By Dennis Hartley
(I am re-posting this piece from 2016, in commemoration of 9/11)
I don’t get out much. In 60 years, I’ve yet to travel anywhere more exotic than Canada. That’s me…born to be mild. Oddly enough, however, I was “out of the country” on September 11, 2001.
OK, it was Canada. I was enjoying a 3-day getaway at Harrison Hot Springs, a beautiful Alpine setting in British Columbia. I was booked to check out of the hotel on Tuesday, September 11th.
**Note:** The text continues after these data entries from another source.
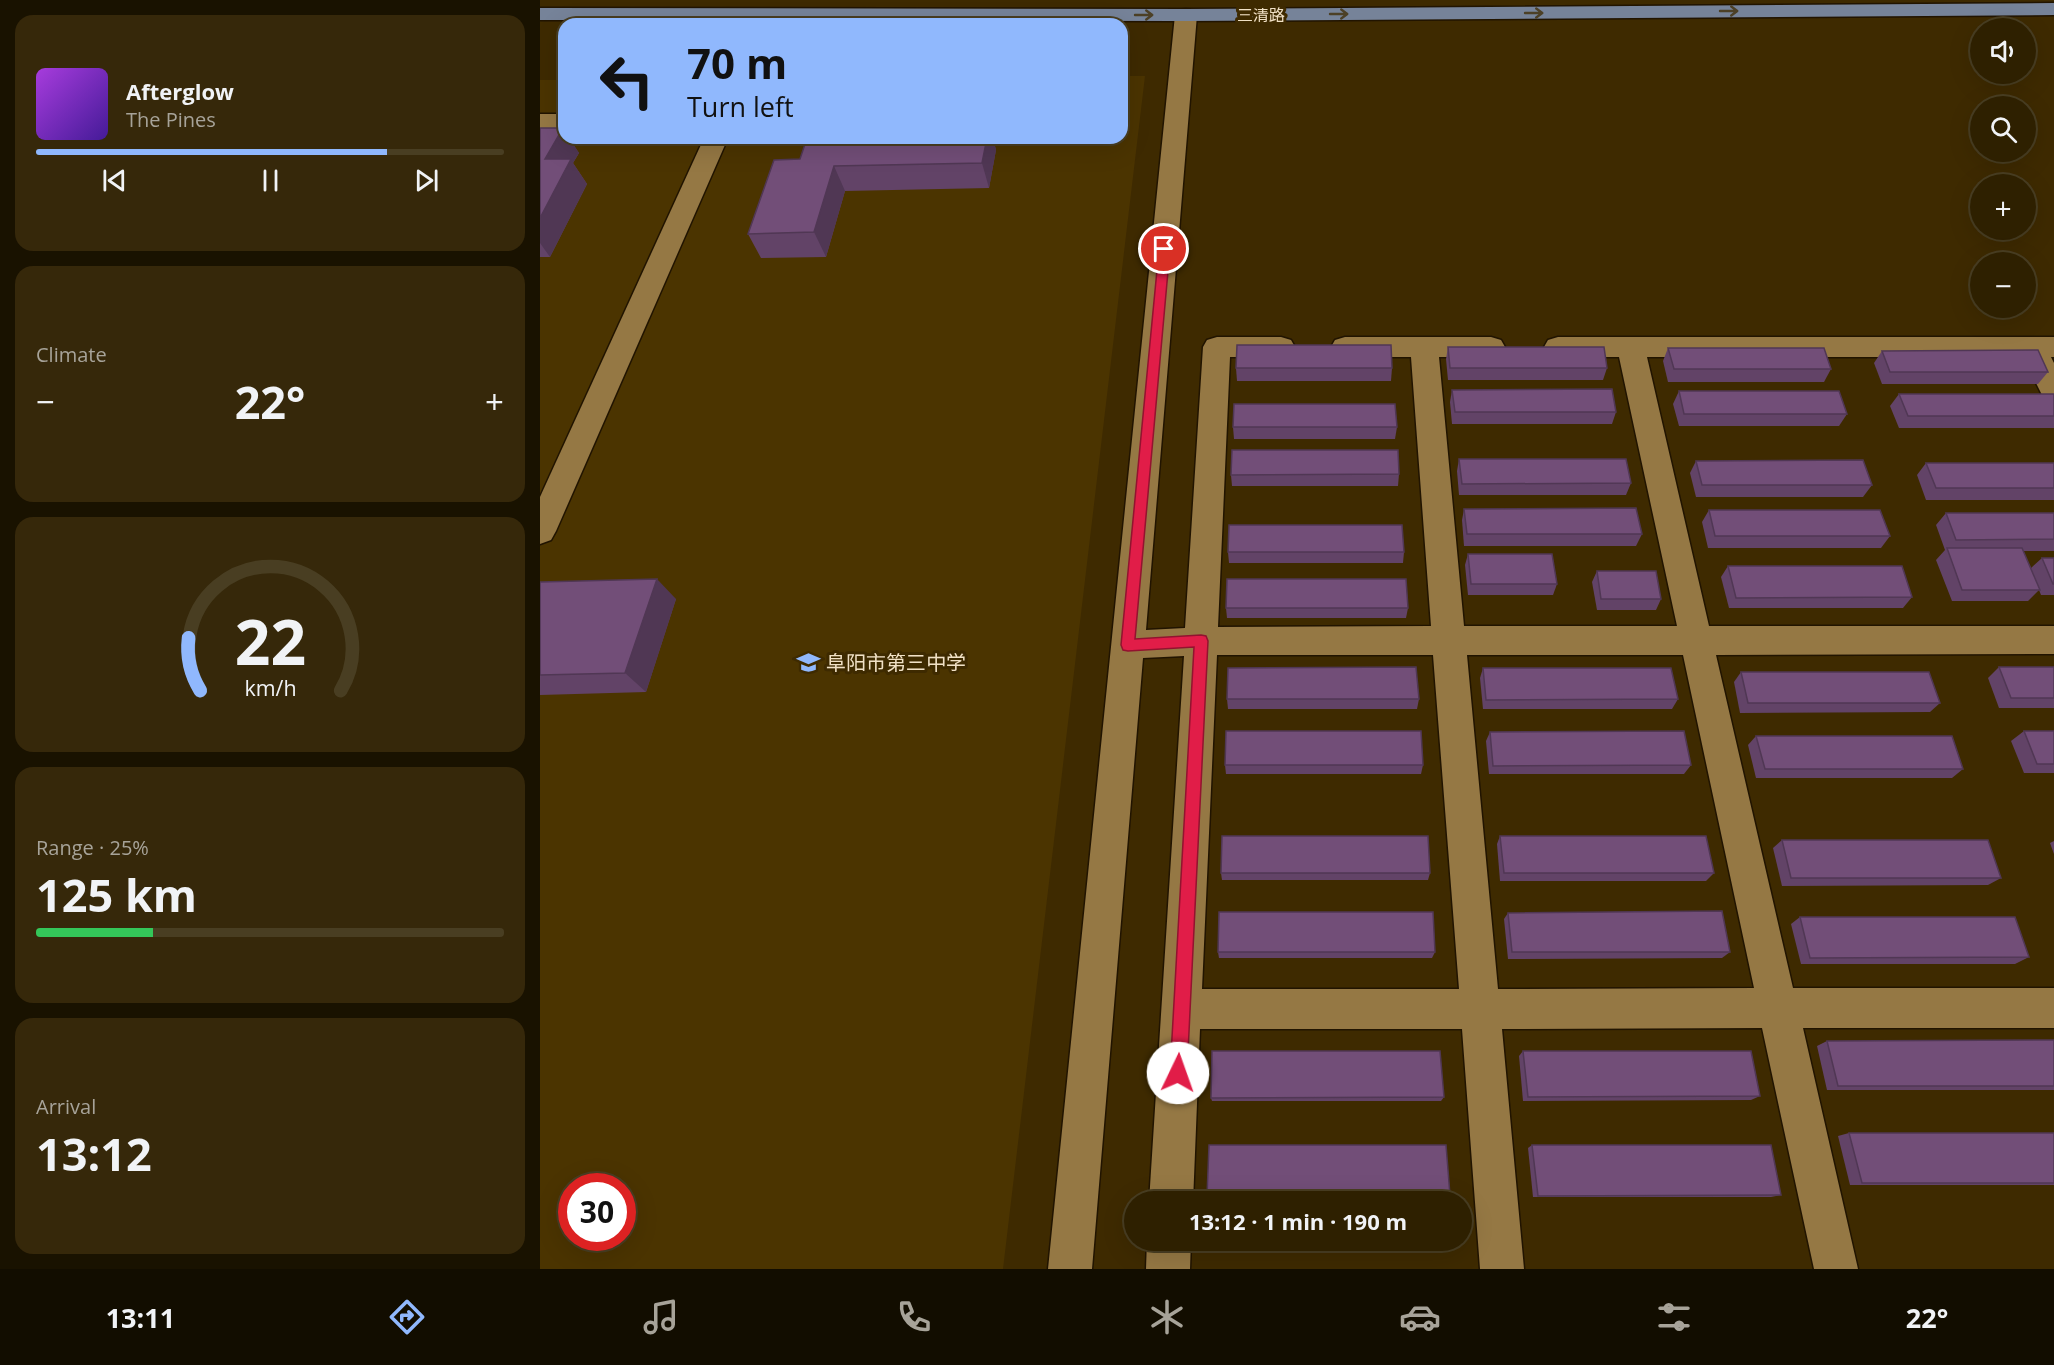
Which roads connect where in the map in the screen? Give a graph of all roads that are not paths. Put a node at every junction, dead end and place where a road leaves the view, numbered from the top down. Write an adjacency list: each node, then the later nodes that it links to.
1 (2054, 9): 3 (main road, 三清路, one-way to 1)
2 (540, 14): 4 (main road, 三清路)
3 (1186, 15): 5 (main road, 三清路, one-way to 3); 18 (street)
4 (719, 18)
5 (870, 18)
6 (540, 121): 7 (street)
7 (558, 121)
8 (713, 144): 13 (street)
9 (1424, 347): 10 (street); 16 (street); 17 (street)
10 (1631, 347): 11 (street); 14 (street)
11 (2043, 347): 12 (street)
12 (2054, 392)
13 (540, 531)
14 (1696, 640): 15 (street); 17 (street); 19 (street)
15 (2054, 640)
16 (1201, 641): 17 (street); 18 (street); 21 (street)
17 (1449, 641): 22 (street)
18 (1128, 645): 25 (street)
19 (1778, 1008): 20 (street); 22 (street); 28 (street)
20 (2054, 1008)
21 (1182, 1009): 22 (street); 23 (street)
22 (1480, 1009): 27 (street)
23 (1172, 1191)
24 (1169, 1251): 26 (street)
25 (1070, 1269)
26 (1168, 1269)
27 (1502, 1269)
28 (1836, 1269)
I woke up around 9am that morning, figuring I had enough time to grab breakfast and one more refreshing soak in one of the resort’s natural springs-fed outdoor pools before hitting the road for the 3-hour drive back to Seattle. I was feeling relaxed and rejuvenated.
Then I switched on CNN.
Holy fuck. Was this really happening? I actually did not understand what I was watching for several minutes. It was surreal. It was especially discombobulating to be out-of-country at the very moment the United States of America appeared to be under attack.
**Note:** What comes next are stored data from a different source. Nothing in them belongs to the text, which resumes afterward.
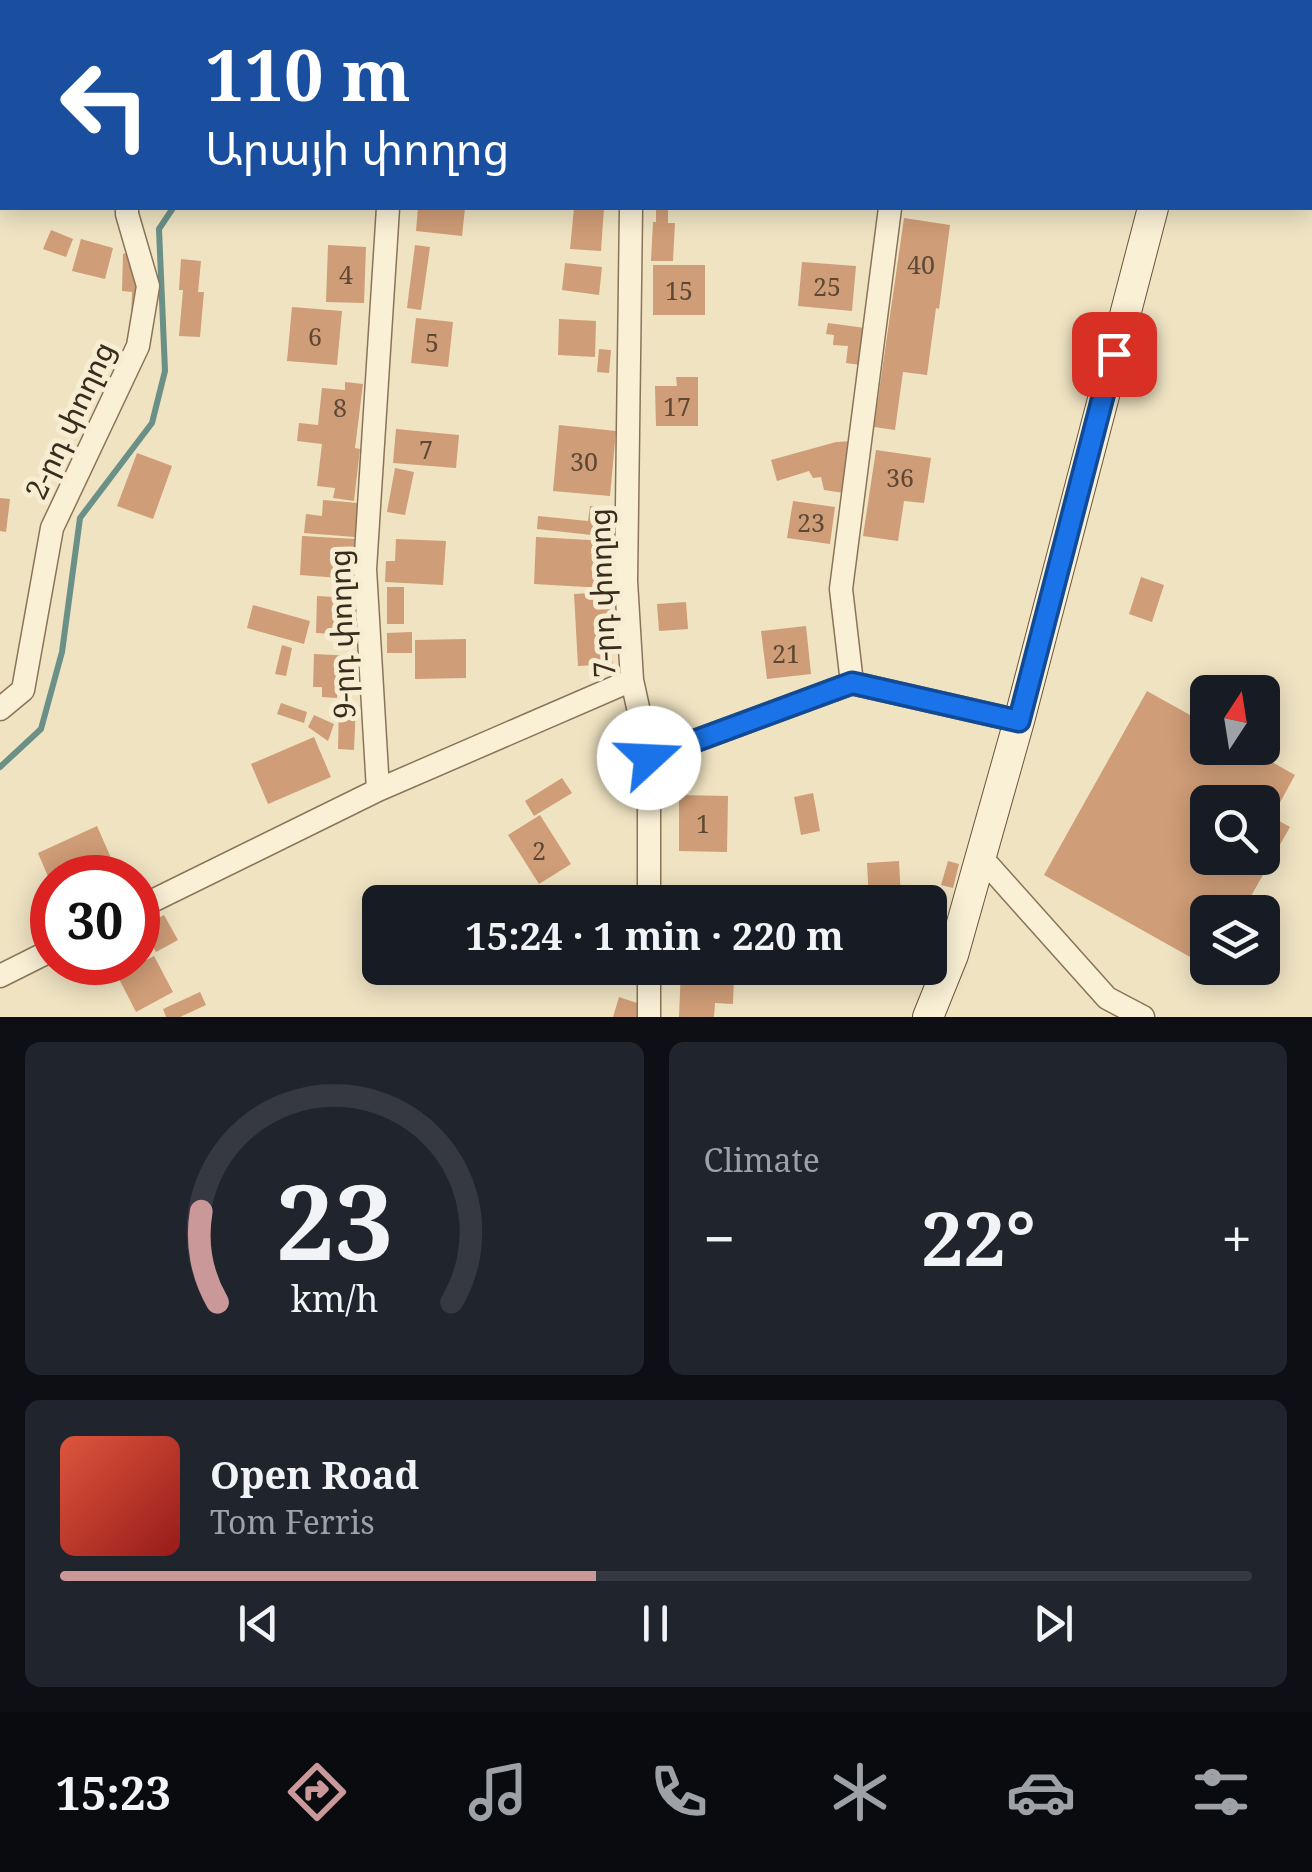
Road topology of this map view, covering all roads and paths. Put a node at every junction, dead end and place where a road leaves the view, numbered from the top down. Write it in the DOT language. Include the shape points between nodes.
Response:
graph roads {
  1 [pos="127,210"];
  2 [pos="388,210"];
  3 [pos="631,210"];
  4 [pos="890,210"];
  5 [pos="1151,210"];
  6 [pos="632,680"];
  7 [pos="852,683"];
  8 [pos="0,709"];
  9 [pos="1019,721"];
  10 [pos="649,758"];
  11 [pos="378,790"];
  12 [pos="981,857"];
  13 [pos="649,885"];
  14 [pos="160,897"];
  15 [pos="30,961"];
  16 [pos="0,976"];
  17 [pos="649,985"];
  18 [pos="650,1017"];
  19 [pos="928,1017"];
  20 [pos="1143,1017"];
  1 -- 8 [label="street, 2-րդ փողոց" via="148,286 138,346 52,528 23,690"];
  2 -- 11 [label="street, 9-րդ փողոց" via="365,569"];
  3 -- 6 [label="street, 7-րդ փողոց" via="626,582"];
  4 -- 7 [label="street" via="841,588"];
  5 -- 9 [label="main road"];
  6 -- 10 [label="street, 7-րդ փողոց"];
  6 -- 11 [label="street"];
  7 -- 9 [label="street"];
  7 -- 10 [label="street"];
  9 -- 12 [label="main road"];
  10 -- 13 [label="street, 7-րդ փողոց"];
  11 -- 14 [label="street"];
  12 -- 19 [label="main road"];
  12 -- 20 [label="street" via="1107,998"];
  15 -- 16 [label="street"];
  17 -- 18 [label="street"];
}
My first impulse was just to get back to the U.S.A. I was overcome with a sense of urgency that I had to “do” something (realistically, of course…what could I do to help those poor souls in the towers?).
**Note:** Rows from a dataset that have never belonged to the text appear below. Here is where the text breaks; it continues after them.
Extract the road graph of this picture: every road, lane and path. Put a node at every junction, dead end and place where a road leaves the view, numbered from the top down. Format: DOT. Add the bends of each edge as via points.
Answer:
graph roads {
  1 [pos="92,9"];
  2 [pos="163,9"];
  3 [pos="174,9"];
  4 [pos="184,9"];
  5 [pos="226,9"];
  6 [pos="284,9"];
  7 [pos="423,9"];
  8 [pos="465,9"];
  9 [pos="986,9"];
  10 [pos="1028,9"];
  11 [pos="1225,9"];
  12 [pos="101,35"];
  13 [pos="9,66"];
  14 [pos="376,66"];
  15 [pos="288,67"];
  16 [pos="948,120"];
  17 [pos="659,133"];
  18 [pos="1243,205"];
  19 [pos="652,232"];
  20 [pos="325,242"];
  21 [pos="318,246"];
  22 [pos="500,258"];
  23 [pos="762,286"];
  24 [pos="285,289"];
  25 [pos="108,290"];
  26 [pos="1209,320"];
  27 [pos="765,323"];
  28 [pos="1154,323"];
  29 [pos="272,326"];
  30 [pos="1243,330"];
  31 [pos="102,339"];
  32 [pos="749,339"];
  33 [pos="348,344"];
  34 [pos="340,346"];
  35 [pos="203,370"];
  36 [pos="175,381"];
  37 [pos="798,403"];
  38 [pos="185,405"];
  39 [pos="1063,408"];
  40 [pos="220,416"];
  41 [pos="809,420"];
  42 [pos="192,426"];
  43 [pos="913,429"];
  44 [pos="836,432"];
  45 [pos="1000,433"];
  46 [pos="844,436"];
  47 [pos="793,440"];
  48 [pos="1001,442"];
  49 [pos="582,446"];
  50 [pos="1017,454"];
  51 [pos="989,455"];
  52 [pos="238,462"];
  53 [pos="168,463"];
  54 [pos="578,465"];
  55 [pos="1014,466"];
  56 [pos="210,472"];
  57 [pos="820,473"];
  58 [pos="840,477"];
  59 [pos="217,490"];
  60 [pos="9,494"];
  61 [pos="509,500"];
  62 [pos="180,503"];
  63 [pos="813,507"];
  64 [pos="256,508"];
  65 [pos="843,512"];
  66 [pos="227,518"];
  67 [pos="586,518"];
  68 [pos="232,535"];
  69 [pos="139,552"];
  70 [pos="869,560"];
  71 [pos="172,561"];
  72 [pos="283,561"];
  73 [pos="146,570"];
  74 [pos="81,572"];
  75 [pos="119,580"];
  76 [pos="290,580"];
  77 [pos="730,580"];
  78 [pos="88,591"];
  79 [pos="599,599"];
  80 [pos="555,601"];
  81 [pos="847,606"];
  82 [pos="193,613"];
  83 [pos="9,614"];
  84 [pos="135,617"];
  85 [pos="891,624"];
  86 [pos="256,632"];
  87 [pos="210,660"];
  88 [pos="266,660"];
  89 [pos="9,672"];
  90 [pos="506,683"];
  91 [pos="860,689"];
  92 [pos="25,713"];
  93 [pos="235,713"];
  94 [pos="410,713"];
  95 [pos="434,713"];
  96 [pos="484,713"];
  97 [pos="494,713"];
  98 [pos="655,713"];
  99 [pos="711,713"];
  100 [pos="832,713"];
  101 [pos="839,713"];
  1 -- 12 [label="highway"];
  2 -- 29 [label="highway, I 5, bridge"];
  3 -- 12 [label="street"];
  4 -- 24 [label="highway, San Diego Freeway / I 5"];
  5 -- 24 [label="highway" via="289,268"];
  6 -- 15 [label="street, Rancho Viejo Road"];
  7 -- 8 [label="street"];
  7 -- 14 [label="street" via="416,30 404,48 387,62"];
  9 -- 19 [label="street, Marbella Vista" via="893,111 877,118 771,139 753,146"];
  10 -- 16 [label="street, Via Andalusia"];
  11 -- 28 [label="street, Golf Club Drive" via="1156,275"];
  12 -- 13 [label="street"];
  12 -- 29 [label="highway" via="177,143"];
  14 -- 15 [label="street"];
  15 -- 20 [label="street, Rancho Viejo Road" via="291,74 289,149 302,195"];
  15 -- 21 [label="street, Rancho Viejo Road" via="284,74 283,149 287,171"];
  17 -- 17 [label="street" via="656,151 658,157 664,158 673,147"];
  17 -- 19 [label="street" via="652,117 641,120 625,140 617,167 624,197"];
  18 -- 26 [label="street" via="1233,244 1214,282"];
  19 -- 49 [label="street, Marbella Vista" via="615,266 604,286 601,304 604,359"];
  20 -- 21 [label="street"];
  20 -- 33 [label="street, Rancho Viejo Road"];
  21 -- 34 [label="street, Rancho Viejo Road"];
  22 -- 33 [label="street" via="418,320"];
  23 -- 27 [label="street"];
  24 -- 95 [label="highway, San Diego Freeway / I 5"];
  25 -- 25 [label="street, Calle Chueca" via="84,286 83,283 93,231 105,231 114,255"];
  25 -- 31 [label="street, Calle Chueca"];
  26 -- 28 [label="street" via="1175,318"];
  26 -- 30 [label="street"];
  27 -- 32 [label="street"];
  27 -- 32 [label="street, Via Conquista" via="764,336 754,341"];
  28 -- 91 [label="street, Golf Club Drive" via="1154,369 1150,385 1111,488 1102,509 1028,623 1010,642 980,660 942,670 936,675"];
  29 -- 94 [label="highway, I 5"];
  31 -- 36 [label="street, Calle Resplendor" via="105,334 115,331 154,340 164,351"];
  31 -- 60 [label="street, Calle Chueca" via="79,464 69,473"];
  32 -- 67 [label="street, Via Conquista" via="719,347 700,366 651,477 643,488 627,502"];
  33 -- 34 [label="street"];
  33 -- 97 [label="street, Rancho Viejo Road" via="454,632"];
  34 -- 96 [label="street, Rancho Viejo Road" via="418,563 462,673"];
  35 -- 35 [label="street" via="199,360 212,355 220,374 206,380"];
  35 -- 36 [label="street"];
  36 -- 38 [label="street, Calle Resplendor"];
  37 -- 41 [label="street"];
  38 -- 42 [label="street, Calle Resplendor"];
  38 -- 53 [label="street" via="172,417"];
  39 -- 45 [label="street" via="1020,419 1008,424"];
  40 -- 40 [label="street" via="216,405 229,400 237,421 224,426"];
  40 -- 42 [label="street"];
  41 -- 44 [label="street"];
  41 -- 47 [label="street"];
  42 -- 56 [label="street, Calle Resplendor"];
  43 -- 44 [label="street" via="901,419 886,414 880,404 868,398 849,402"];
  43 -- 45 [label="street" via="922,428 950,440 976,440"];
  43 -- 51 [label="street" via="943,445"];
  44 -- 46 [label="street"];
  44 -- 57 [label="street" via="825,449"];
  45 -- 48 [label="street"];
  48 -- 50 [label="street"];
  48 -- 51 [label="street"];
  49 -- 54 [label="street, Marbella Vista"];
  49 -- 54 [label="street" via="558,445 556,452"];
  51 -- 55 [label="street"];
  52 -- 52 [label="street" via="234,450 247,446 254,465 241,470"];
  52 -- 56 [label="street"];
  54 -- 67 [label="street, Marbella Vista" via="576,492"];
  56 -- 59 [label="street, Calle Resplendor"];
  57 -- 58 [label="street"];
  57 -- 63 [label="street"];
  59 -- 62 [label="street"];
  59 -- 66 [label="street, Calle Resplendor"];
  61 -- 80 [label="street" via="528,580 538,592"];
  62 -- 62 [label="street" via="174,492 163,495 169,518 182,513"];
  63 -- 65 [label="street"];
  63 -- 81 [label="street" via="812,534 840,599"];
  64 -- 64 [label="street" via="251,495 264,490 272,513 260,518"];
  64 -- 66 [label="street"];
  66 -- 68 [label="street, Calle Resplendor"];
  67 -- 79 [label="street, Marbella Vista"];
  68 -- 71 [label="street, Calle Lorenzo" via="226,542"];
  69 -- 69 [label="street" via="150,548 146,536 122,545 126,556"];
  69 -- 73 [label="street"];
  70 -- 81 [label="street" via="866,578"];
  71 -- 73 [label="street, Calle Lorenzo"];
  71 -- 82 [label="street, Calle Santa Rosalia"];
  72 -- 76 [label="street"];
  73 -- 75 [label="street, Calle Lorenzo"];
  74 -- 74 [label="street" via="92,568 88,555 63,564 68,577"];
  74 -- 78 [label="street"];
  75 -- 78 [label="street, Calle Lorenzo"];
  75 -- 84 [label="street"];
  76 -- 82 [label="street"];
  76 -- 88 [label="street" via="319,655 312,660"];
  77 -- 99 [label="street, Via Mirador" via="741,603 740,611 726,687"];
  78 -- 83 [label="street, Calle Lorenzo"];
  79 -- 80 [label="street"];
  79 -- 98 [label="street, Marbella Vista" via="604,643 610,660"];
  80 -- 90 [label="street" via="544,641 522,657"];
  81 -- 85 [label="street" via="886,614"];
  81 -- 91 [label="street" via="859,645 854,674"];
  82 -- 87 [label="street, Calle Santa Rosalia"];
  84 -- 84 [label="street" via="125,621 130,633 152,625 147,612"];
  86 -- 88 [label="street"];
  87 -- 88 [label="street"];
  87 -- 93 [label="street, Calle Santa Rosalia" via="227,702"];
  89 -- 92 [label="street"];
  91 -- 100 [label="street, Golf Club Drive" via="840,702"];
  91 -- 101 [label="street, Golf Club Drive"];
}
I went to the front desk to check out, and was advised by the clerk that there were reports that the U.S./Canada border checkpoints were closed (to this day, I’m not sure if that was just a rumor-I can’t track down any historical annotations).
I was also hearing from fellow guests that lines of vehicles were miles long at the checkpoints. At any rate, they were offering American guests with a September 11 checkout a reduced rate if they preferred to try their luck on Wednesday.
With all the uncertainty and fear in the air, I decided to take them up on the offer and leave Wednesday morning instead (for all I knew, I could be returning to some kind of post-apocalyptic hellscape anyway). I was less than 200 miles from home geographically, but spiritually I might as well have been Matt Damon in The Martian.
As I didn’t own a cell phone or a laptop (yes, I know they existed in 2001…but I was a late adapter), CNN became my lifeline for the remainder of that horrible day. I’ll never forget Aaron Brown’s marathon reportage. As awful as the situation was, he maintained the perfect tone. This may sound corny, but he was not only a level-headed source of information, but also my friend that day. And apparently, I’m not alone in that assessment:
That, my friends, is what a good journalist does. Remember them?